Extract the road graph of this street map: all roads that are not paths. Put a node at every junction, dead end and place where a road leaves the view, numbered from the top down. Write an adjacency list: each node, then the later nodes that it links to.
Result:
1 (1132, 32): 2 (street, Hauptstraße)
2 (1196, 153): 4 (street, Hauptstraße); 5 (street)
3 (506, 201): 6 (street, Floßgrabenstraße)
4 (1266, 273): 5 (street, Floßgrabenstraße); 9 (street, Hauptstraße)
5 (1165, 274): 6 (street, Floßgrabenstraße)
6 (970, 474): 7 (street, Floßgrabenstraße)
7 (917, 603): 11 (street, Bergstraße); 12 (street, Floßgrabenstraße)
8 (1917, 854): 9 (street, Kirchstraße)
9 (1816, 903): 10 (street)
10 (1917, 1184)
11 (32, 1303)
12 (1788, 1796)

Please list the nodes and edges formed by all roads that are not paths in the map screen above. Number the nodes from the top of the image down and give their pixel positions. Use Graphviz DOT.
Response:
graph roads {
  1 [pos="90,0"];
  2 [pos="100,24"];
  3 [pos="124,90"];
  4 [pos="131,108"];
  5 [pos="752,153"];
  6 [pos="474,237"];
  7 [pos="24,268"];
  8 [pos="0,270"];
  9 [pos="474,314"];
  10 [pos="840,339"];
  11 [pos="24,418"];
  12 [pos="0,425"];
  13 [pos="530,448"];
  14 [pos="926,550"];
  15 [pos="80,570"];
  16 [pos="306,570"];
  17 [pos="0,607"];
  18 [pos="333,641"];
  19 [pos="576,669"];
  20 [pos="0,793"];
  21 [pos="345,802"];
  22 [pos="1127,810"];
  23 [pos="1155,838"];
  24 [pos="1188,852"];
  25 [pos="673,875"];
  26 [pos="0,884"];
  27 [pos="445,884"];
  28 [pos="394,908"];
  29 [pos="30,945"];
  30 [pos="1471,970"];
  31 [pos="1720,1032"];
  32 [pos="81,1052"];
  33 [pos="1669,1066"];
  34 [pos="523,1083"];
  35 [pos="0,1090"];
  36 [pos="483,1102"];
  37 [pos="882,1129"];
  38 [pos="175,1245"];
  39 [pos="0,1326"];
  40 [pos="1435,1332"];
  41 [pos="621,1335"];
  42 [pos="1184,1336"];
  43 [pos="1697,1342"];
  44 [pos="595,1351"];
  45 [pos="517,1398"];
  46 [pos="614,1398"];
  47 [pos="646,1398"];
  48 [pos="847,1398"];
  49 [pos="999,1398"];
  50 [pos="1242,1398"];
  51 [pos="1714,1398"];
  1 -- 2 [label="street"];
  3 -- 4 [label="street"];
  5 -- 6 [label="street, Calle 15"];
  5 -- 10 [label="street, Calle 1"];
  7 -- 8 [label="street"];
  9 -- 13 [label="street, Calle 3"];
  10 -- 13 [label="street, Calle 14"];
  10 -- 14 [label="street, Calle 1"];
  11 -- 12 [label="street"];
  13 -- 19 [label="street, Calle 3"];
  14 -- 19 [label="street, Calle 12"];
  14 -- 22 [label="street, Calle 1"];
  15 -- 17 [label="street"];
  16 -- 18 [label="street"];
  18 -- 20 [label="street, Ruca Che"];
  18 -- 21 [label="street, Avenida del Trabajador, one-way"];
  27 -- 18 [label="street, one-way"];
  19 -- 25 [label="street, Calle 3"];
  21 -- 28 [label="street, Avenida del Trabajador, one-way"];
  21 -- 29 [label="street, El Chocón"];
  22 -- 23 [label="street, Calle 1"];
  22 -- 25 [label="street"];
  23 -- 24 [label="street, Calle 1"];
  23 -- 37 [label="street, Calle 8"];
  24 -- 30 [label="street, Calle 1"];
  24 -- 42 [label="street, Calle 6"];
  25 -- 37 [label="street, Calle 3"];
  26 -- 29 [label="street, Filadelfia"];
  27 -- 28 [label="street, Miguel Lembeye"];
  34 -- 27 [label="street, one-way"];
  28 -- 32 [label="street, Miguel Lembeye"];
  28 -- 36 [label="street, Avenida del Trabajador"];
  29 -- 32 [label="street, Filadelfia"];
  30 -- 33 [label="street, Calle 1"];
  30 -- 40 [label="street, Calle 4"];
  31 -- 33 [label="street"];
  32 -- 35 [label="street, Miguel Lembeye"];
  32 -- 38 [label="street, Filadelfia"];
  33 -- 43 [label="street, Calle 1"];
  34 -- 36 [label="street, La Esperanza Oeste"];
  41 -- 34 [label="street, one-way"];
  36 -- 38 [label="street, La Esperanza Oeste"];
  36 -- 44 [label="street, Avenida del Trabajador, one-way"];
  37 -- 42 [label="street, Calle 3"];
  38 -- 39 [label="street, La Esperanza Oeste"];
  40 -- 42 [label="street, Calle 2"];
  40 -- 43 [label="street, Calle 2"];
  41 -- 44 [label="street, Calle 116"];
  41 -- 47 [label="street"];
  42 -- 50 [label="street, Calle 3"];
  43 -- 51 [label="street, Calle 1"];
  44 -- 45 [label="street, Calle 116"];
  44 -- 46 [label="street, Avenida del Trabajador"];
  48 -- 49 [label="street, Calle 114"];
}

|---|

§ YOUR OBJECTIVE
From the first line of the data above through the line containing "Please list the", set each line down again exactly; include both ends and omit everything else.

§ SOLUTION TO THIS TASK
Extract the road graph of this street map: all roads that are not paths. Put a node at every junction, dead end and place where a road leaves the view, numbered from the top down. Write an adjacency list: each node, then the later nodes that it links to.
Result:
1 (1132, 32): 2 (street, Hauptstraße)
2 (1196, 153): 4 (street, Hauptstraße); 5 (street)
3 (506, 201): 6 (street, Floßgrabenstraße)
4 (1266, 273): 5 (street, Floßgrabenstraße); 9 (street, Hauptstraße)
5 (1165, 274): 6 (street, Floßgrabenstraße)
6 (970, 474): 7 (street, Floßgrabenstraße)
7 (917, 603): 11 (street, Bergstraße); 12 (street, Floßgrabenstraße)
8 (1917, 854): 9 (street, Kirchstraße)
9 (1816, 903): 10 (street)
10 (1917, 1184)
11 (32, 1303)
12 (1788, 1796)

Please list the nodes and edges formed by all roads that are not paths in the map screen above. Number the nodes from the top of the image down and give their pixel positions. Use Graphviz DOT.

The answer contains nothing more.